Given records START
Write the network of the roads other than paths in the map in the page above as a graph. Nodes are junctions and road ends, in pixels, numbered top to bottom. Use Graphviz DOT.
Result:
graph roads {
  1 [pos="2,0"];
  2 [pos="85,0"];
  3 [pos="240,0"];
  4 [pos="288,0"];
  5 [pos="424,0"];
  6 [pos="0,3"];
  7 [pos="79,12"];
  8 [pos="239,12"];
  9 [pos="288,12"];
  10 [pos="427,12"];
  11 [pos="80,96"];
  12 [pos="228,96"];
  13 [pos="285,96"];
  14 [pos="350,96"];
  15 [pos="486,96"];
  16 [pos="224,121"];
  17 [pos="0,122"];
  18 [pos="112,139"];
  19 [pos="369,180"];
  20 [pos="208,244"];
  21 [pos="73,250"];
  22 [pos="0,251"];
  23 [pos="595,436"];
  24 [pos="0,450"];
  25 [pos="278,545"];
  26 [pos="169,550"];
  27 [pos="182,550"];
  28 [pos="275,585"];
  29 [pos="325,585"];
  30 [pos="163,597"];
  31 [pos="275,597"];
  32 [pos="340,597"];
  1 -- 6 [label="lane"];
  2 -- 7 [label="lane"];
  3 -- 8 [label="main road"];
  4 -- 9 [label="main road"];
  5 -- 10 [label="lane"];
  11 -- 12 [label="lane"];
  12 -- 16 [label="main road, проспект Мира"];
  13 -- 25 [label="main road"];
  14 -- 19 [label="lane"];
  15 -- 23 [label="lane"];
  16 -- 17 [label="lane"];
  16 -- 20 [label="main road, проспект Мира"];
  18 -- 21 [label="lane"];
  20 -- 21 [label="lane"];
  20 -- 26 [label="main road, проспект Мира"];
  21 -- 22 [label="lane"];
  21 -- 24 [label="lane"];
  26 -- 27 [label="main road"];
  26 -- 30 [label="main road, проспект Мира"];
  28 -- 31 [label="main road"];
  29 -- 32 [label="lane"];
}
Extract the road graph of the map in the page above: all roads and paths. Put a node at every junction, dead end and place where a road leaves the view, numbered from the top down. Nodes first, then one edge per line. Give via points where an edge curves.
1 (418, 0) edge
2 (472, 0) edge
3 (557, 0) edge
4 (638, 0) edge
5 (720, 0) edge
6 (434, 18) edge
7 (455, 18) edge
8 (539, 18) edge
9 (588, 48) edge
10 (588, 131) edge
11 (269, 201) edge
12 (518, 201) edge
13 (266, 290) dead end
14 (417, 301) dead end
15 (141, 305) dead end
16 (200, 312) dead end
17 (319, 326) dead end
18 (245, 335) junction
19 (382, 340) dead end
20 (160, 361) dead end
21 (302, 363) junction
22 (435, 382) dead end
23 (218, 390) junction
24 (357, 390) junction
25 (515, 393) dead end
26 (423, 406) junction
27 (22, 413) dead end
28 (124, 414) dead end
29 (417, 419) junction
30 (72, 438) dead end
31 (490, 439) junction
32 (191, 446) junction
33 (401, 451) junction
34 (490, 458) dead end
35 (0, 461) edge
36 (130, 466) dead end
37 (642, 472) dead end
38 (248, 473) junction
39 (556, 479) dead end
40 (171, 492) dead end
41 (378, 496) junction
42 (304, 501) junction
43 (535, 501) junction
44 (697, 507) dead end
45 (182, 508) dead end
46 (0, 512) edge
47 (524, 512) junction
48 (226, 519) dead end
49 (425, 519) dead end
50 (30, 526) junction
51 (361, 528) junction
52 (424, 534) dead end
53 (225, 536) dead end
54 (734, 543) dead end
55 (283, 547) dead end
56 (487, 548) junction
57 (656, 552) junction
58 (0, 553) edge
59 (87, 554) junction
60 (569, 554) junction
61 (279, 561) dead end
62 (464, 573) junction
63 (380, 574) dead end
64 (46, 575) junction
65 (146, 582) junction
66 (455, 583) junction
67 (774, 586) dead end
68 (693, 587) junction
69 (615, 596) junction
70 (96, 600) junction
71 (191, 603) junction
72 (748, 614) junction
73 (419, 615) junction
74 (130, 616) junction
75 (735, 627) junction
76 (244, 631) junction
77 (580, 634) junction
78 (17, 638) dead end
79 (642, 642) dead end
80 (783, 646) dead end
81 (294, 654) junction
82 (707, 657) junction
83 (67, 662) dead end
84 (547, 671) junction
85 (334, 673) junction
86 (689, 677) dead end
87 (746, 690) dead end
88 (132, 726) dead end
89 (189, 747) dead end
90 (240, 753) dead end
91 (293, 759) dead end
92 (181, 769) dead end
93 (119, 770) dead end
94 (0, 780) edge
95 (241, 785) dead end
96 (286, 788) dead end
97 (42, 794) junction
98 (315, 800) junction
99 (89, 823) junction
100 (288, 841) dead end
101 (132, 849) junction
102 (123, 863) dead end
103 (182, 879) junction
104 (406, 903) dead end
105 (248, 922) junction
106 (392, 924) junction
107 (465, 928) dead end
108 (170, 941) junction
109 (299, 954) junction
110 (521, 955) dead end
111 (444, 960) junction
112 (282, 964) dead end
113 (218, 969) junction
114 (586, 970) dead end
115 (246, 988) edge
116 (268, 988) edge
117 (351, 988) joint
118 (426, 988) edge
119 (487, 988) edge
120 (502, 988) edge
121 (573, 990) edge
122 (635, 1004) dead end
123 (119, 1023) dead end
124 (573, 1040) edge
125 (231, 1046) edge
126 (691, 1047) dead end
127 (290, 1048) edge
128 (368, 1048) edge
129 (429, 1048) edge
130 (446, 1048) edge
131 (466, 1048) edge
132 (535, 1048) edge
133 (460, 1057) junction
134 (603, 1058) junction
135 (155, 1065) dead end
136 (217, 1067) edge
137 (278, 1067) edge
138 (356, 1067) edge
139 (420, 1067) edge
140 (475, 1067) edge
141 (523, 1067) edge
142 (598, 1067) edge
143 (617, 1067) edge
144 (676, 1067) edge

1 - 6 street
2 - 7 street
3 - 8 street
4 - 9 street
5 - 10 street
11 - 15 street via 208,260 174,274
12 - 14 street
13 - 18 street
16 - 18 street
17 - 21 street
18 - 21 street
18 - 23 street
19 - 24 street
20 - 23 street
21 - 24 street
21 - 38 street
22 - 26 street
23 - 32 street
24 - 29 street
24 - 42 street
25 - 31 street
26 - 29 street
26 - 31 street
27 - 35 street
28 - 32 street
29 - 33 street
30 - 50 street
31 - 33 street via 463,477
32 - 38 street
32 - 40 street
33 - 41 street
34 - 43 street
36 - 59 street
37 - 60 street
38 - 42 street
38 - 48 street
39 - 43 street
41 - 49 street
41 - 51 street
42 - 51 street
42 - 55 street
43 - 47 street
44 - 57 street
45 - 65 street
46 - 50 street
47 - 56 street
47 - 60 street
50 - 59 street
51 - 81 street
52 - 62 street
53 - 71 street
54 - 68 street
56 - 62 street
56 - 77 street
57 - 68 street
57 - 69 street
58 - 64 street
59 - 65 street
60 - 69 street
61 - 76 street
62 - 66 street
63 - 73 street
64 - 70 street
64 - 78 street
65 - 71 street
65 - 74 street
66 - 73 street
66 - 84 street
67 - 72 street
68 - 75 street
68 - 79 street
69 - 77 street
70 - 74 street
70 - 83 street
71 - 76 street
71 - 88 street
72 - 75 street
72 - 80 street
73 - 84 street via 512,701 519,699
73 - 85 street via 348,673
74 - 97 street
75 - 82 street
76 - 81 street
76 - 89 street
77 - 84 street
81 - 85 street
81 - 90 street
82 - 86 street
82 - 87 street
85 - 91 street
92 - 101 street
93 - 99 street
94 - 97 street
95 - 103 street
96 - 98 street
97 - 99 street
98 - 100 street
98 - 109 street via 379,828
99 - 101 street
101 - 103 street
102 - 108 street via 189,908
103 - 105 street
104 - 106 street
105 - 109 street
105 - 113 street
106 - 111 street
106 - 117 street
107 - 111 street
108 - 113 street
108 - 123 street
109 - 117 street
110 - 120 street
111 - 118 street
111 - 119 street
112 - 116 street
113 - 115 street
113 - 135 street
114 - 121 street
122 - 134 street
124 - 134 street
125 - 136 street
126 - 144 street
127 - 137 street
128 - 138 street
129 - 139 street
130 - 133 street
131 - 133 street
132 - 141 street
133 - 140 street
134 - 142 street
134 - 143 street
Given records END
• Prompt:
Within the entries above, find every line where the string "numbered" occurs, and copy it.

• Answer to the exercise:
Write the network of the roads other than paths in the map in the page above as a graph. Nodes are junctions and road ends, in pixels, numbered top to bottom. Use Graphviz DOT.
Extract the road graph of the map in the page above: all roads and paths. Put a node at every junction, dead end and place where a road leaves the view, numbered from the top down. Nodes first, then one edge per line. Give via points where an edge curves.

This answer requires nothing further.